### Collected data
━━━━
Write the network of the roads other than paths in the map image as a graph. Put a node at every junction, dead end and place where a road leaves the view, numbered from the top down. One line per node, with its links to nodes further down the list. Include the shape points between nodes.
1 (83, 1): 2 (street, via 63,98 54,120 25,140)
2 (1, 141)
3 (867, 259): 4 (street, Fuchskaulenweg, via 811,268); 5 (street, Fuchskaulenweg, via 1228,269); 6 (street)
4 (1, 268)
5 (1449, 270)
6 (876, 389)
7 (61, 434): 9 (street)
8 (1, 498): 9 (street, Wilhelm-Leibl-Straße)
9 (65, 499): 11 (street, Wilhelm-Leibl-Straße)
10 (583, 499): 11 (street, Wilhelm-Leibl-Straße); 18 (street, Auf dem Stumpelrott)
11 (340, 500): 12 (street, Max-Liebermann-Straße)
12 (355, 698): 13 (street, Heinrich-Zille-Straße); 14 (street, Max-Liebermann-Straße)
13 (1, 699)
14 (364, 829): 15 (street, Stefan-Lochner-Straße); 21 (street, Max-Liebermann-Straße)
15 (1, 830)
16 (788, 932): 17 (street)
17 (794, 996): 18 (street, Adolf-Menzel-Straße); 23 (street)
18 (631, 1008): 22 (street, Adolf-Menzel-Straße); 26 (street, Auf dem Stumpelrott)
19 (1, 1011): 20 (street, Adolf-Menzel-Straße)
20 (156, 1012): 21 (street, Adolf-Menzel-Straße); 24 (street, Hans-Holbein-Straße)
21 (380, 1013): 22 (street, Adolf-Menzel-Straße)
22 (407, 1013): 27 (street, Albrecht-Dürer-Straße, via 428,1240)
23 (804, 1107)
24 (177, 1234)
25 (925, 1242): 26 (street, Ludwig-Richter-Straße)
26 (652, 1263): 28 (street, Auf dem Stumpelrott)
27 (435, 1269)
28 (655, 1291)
━━━━
### Task
Copy each line above containing the string "Leibl".

### Answer to this problem
8 (1, 498): 9 (street, Wilhelm-Leibl-Straße)
9 (65, 499): 11 (street, Wilhelm-Leibl-Straße)
10 (583, 499): 11 (street, Wilhelm-Leibl-Straße); 18 (street, Auf dem Stumpelrott)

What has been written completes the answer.